Serum progesterone for the exclusion of early pregnancy in women at risk for recurrent gestational trophoblastic neoplasia.
OBJECTIVE: To evaluate the utility of the serum progesterone level for discriminating pregnancy from gestational trophoblastic neoplasia. METHODS: Serum progesterone levels were measured in 61 women with histories of trophoblastic disease who developed a re-elevation in hCG during surveillance and underwent a work-up to differentiate pregnancy from gestational trophoblastic neoplasia. Progesterone levels were analyzed in the context of diagnostic outcome (pregnancy versus gestational trophoblastic neoplasia) to identify optimal threshold levels of progesterone to be used for classifying outcome.

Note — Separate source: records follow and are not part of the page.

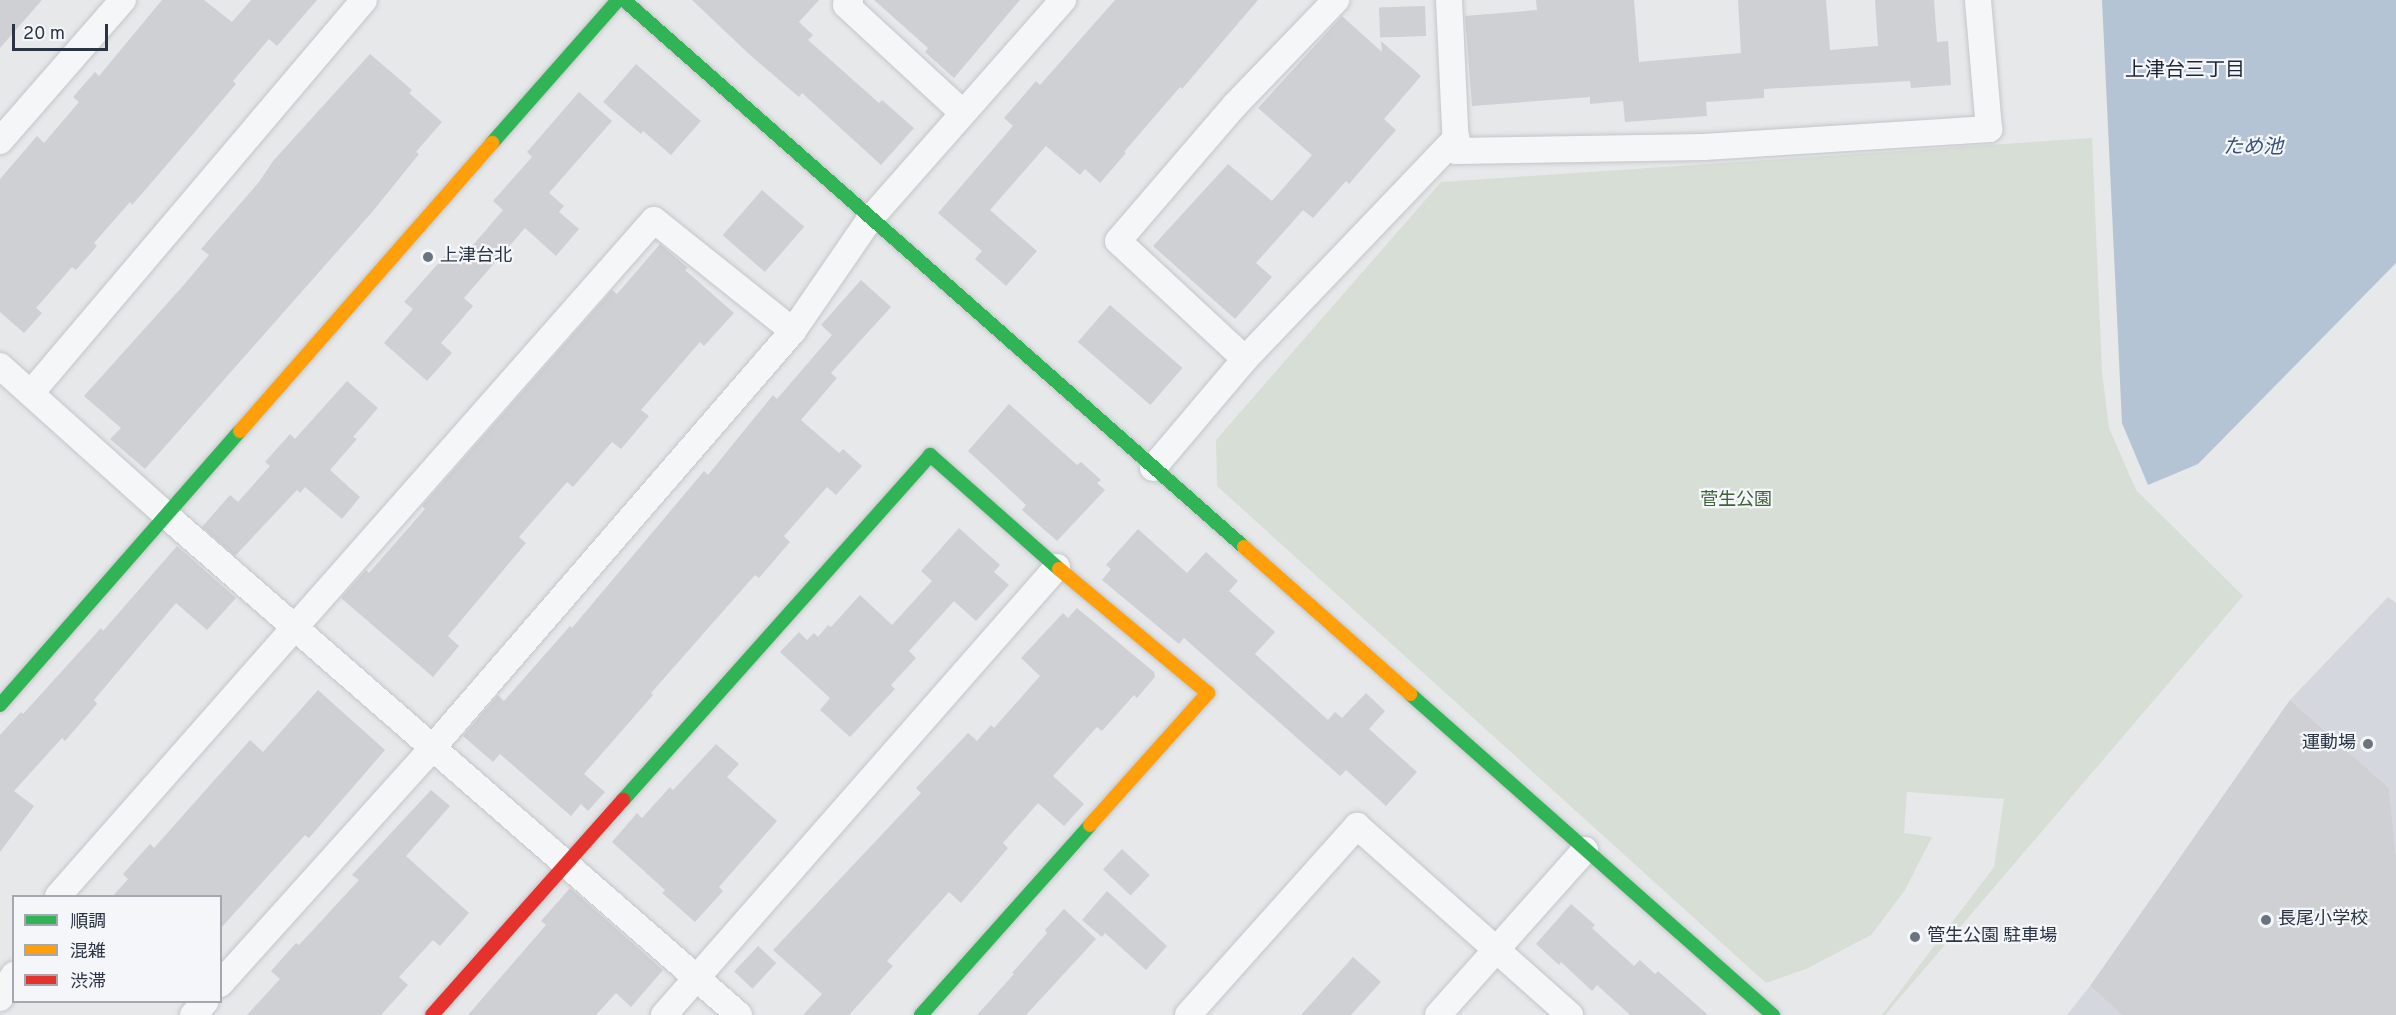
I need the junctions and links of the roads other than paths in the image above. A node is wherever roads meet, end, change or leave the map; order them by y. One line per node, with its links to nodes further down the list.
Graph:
1 (123, 0): 12 (street)
2 (364, 0): 17 (street)
3 (618, 0): 19 (street)
4 (624, 0): 13 (street)
5 (850, 0): 10 (street)
6 (1063, 0): 10 (street)
7 (1336, 0): 15 (street)
8 (1449, 0): 11 (street)
9 (1978, 0): 11 (street)
10 (963, 113): 13 (street)
11 (1456, 138): 15 (street)
12 (0, 141)
13 (870, 219): 14 (street); 18 (street)
14 (793, 331): 21 (street); 23 (street)
15 (1245, 359): 18 (street)
16 (0, 366): 17 (street)
17 (31, 393): 19 (street)
18 (1153, 468): 24 (street)
19 (167, 516): 21 (street); 22 (street)
20 (1057, 567): 25 (street); 29 (street); 37 (street)
21 (296, 627): 23 (street); 26 (street)
22 (0, 705)
23 (434, 746): 25 (street); 30 (street)
24 (1585, 850): 27 (street); 41 (street)
25 (567, 863): 29 (street); 34 (street)
26 (60, 895)
27 (1496, 950): 38 (street); 39 (street); 40 (street)
28 (12, 978): 31 (street)
29 (697, 978): 35 (street); 36 (street)
30 (222, 982)
31 (0, 998)
32 (204, 1003): 33 (street)
33 (193, 1015)
34 (432, 1015)
35 (664, 1015)
36 (740, 1015)
37 (921, 1015)
38 (1188, 1015)
39 (1438, 1015)
40 (1570, 1015)
41 (1773, 1015)

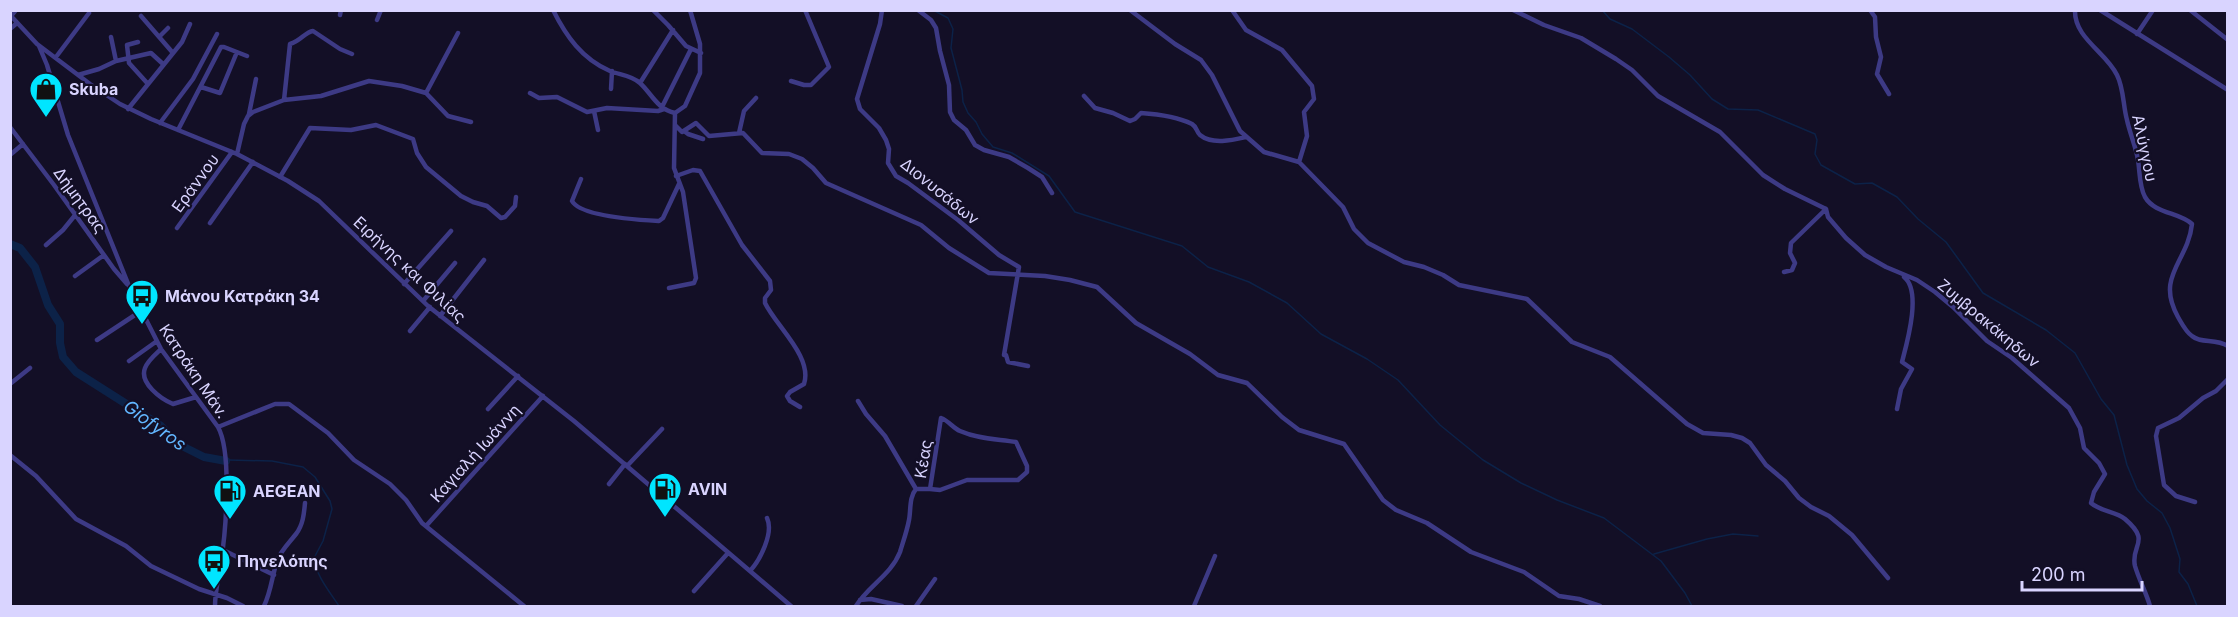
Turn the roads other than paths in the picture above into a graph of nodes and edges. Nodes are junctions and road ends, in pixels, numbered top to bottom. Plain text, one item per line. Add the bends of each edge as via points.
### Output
1 (16, 10) edge
2 (381, 10) edge
3 (553, 10) edge
4 (653, 10) edge
5 (690, 10) edge
6 (805, 10) edge
7 (882, 10) edge
8 (918, 10) edge
9 (1130, 10) edge
10 (1232, 10) edge
11 (1513, 10) edge
12 (1870, 10) edge
13 (2075, 10) edge
14 (2100, 10) edge
15 (2153, 10) edge
16 (2190, 10) edge
17 (89, 13) dead end
18 (10, 16) edge
19 (141, 16) dead end
20 (377, 20) dead end
21 (17, 23) junction
22 (190, 24) dead end
23 (168, 28) dead end
24 (10, 29) edge
25 (673, 30) junction
26 (458, 33) dead end
27 (217, 34) dead end
28 (2136, 34) junction
29 (159, 37) junction
30 (111, 38) dead end
31 (2228, 40) edge
32 (138, 42) dead end
33 (38, 44) junction
34 (691, 49) junction
35 (237, 52) junction
36 (173, 53) junction
37 (701, 53) junction
38 (352, 54) dead end
39 (247, 56) dead end
40 (56, 57) junction
41 (127, 58) junction
42 (116, 61) junction
43 (163, 64) junction
44 (612, 71) junction
45 (78, 75) junction
46 (256, 79) dead end
47 (791, 81) dead end
48 (640, 83) junction
49 (148, 84) junction
50 (201, 87) junction
51 (611, 88) dead end
52 (2228, 90) edge
53 (426, 93) junction
54 (530, 93) dead end
55 (1889, 94) dead end
56 (1084, 96) dead end
57 (756, 98) dead end
58 (284, 100) junction
59 (663, 108) junction
60 (128, 109) junction
61 (594, 111) junction
62 (675, 113) junction
63 (249, 115) junction
64 (471, 122) dead end
65 (160, 123) junction
66 (675, 125) junction
67 (10, 127) edge
68 (178, 130) junction
69 (598, 130) dead end
70 (684, 131) junction
71 (739, 133) junction
72 (1246, 137) junction
73 (704, 139) dead end
74 (24, 144) junction
75 (235, 153) junction
76 (10, 155) edge
77 (253, 162) junction
78 (1299, 162) junction
79 (676, 176) junction
80 (280, 177) junction
81 (581, 179) dead end
82 (679, 184) junction
83 (1052, 193) dead end
84 (516, 197) dead end
85 (1826, 209) junction
86 (76, 214) junction
87 (210, 223) dead end
88 (177, 228) dead end
89 (451, 231) dead end
90 (46, 245) dead end
91 (104, 255) junction
92 (484, 260) dead end
93 (455, 263) dead end
94 (1784, 272) dead end
95 (1900, 274) junction
96 (1020, 275) junction
97 (75, 276) dead end
98 (404, 284) junction
99 (129, 286) junction
100 (669, 288) dead end
101 (423, 301) junction
102 (430, 307) junction
103 (141, 311) junction
104 (440, 316) junction
105 (410, 331) dead end
106 (97, 340) dead end
107 (157, 341) junction
108 (2228, 346) edge
109 (161, 349) junction
110 (129, 361) dead end
111 (1028, 366) dead end
112 (30, 368) dead end
113 (518, 376) junction
114 (2228, 379) edge
115 (10, 384) edge
116 (543, 396) junction
117 (196, 397) junction
118 (858, 401) dead end
119 (800, 407) dead end
120 (488, 409) dead end
121 (1897, 410) dead end
122 (218, 427) junction
123 (662, 429) dead end
124 (10, 455) edge
125 (626, 465) junction
126 (609, 484) dead end
127 (916, 489) junction
128 (930, 489) junction
129 (2194, 502) dead end
130 (305, 503) dead end
131 (767, 518) dead end
132 (426, 526) junction
133 (223, 550) junction
134 (728, 553) junction
135 (1215, 556) dead end
136 (750, 571) junction
137 (274, 575) junction
138 (1888, 578) dead end
139 (935, 579) dead end
140 (694, 591) dead end
141 (215, 594) junction
142 (860, 600) junction
143 (215, 606) edge
144 (243, 606) edge
145 (264, 606) edge
146 (524, 606) edge
147 (791, 606) edge
148 (856, 606) edge
149 (902, 606) edge
150 (916, 606) edge
151 (1194, 606) edge
152 (1600, 606) edge
153 (2150, 606) edge

1 - 18 street
2 - 20 street
3 - 44 street via 572,43
4 - 25 street
5 - 37 street
6 - 47 street via 829,67 811,85
7 - 96 street, Διονυσάδων via 857,99 860,110 886,140 890,170 1020,267
8 - 83 street via 936,28 954,120 975,145 1028,168 1042,177
9 - 72 street via 1204,63 1235,125
10 - 78 street via 1246,30 1282,50 1314,89 1314,99 1304,112 1307,136
11 - 85 street via 1581,38 1616,59 1658,96 1720,132 1763,175
12 - 55 street via 1875,16 1881,57 1877,74
13 - 108 street, Αλύγγου via 2083,34 2119,80 2145,196 2154,206 2192,224 2169,286 2174,308 2192,336
14 - 28 street
15 - 28 street
16 - 31 street
17 - 40 street
18 - 21 street
19 - 29 street
21 - 24 street
21 - 33 street
22 - 36 street
23 - 29 street
25 - 34 street
25 - 48 street
26 - 53 street
27 - 65 street via 193,80
28 - 52 street
29 - 36 street
30 - 42 street
32 - 41 street via 127,45
33 - 40 street, Ειρήνης και Φιλίας
33 - 99 street, Κατράκη Μάν. via 68,135
34 - 37 street
34 - 59 street
35 - 39 street
35 - 50 street via 220,47
35 - 50 street via 220,93
36 - 43 street
37 - 62 street via 697,82 684,108
38 - 58 street via 314,31 290,44
40 - 45 street, Ειρήνης και Φιλίας
41 - 42 street
41 - 43 street via 151,53
41 - 49 street
42 - 45 street
43 - 49 street
44 - 48 street
44 - 51 street
45 - 60 street, Ειρήνης και Φιλίας
46 - 63 street
48 - 59 street
49 - 60 street
50 - 68 street
53 - 58 street via 369,81 321,96
53 - 64 street via 449,117
54 - 61 street via 538,98 557,97 586,112
56 - 72 street via 1095,108 1130,121 1141,113 1173,117 1195,126 1200,135 1211,139
57 - 71 street via 744,111
58 - 63 street
59 - 61 street
59 - 62 street
60 - 65 street, Ειρήνης και Φιλίας
61 - 69 street
62 - 66 street
63 - 75 street
65 - 68 street, Ειρήνης και Φιλίας
66 - 70 street
66 - 79 street
67 - 74 street, Δήμητρας
68 - 75 street, Ειρήνης και Φιλίας
70 - 71 street via 696,123 709,136
70 - 73 street
71 - 96 street via 762,153 796,156 833,187 921,225 989,273
72 - 78 street via 1264,152
74 - 76 street
74 - 86 street, Δήμητρας
75 - 77 street, Ειρήνης και Φιλίας
75 - 88 street, Εράννου
77 - 80 street, Ειρήνης και Φιλίας
77 - 87 street
78 - 138 street via 1326,187 1343,207 1354,230 1368,243 1459,285 1527,299 1572,342 1610,357 1687,424 1703,433 1731,435 1750,443 1799,498 1846,529
79 - 82 street
79 - 119 street via 700,171 737,237 770,281 765,303 801,356 804,367 804,384 787,396
80 - 84 street via 310,128 351,130 376,125 413,139 426,167 454,192 487,206 501,218 514,207
80 - 98 street, Ειρήνης και Φιλίας via 328,209
81 - 82 street via 572,201 578,209 654,221 662,220
82 - 100 street via 696,281
85 - 94 street via 1791,243 1795,263 1792,270
85 - 95 street, Ζυμβρακάκηδων via 1828,217 1865,255
86 - 90 street
86 - 91 street, Δήμητρας
89 - 98 street
91 - 97 street
91 - 99 street, Δήμητρας
92 - 104 street
93 - 101 street
95 - 121 street via 1912,289 1910,326 1902,362 1912,369 1901,388
95 - 153 street, Ζυμβρακάκηδων via 1917,280 1941,297 1987,341 2069,408 2084,448 2105,474 2091,503 2122,517 2135,529 2140,542 2134,560
96 - 111 street via 1004,356 1008,362
96 - 152 street via 1097,287 1136,323 1218,375 1247,383 1299,430 1344,444 1383,500 1396,510 1427,523 1471,552 1524,572 1559,596
98 - 101 street, Ειρήνης και Φιλίας
99 - 103 street, Κατράκη Μάν.
101 - 102 street, Ειρήνης και Φιλίας
102 - 104 street, Ειρήνης και Φιλίας
102 - 105 street
103 - 106 street
103 - 107 street, Κατράκη Μάν.
104 - 113 street, Ειρήνης και Φιλίας
107 - 109 street, Κατράκη Μάν.
107 - 110 street
109 - 117 street, Κατράκη Μάν.
109 - 117 street via 146,365 143,373 147,383 173,404
112 - 115 street
113 - 116 street, Ειρήνης και Φιλίας
113 - 120 street
114 - 129 street via 2179,418 2158,428 2164,485 2176,496
116 - 125 street, Ειρήνης και Φιλίας
116 - 132 street, Καγιαλή Ιωάννη
117 - 122 street, Κατράκη Μάν.
118 - 127 street via 885,436
122 - 132 street via 271,405 289,404 332,437 354,460 394,488
122 - 133 street, Κατράκη Μάν. via 225,448
123 - 125 street
124 - 141 street via 36,476 76,519 126,546 151,566
125 - 126 street
125 - 134 street, Ειρήνης και Φιλίας
127 - 128 street, Κέας
127 - 142 street via 899,554 885,576
128 - 128 street, Κέας via 939,490 967,480 1018,480 1027,472 1027,466 1016,442 962,432 941,418
130 - 137 street via 303,520 284,547
131 - 136 street via 770,523 765,548
132 - 146 street
133 - 137 street
133 - 141 street, Κατράκη Μάν.
134 - 136 street, Ειρήνης και Φιλίας
134 - 140 street
135 - 151 street
136 - 147 street, Ειρήνης και Φιλίας
137 - 145 street
139 - 150 street
141 - 143 street, Κατράκη Μάν.
141 - 144 street
142 - 148 street
142 - 149 street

RESULTS: Of the 61 women, 37 proved to be pregnant and 24 had gestational trophoblastic neoplasia. Progesterone less than 2.5 ng/mL was predictive of trophoblastic malignancy, with a sensitivity of 83% (20 of 24 subjects were classified correctly as having gestational trophoblastic neoplasia) and a specificity of 95% (35 of 37 patients with progesterone levels at or above 2.5 ng/mL were correctly classified as pregnant). Progesterone of at least 10 ng/mL was associated with viable pregnancy in 97% of the cases. Furthermore, the progesterone level predicted outcome regardless of the serum hCG value. CONCLUSION: The serum progesterone level is useful for discriminating early pregnancy from gestational trophoblastic neoplasia.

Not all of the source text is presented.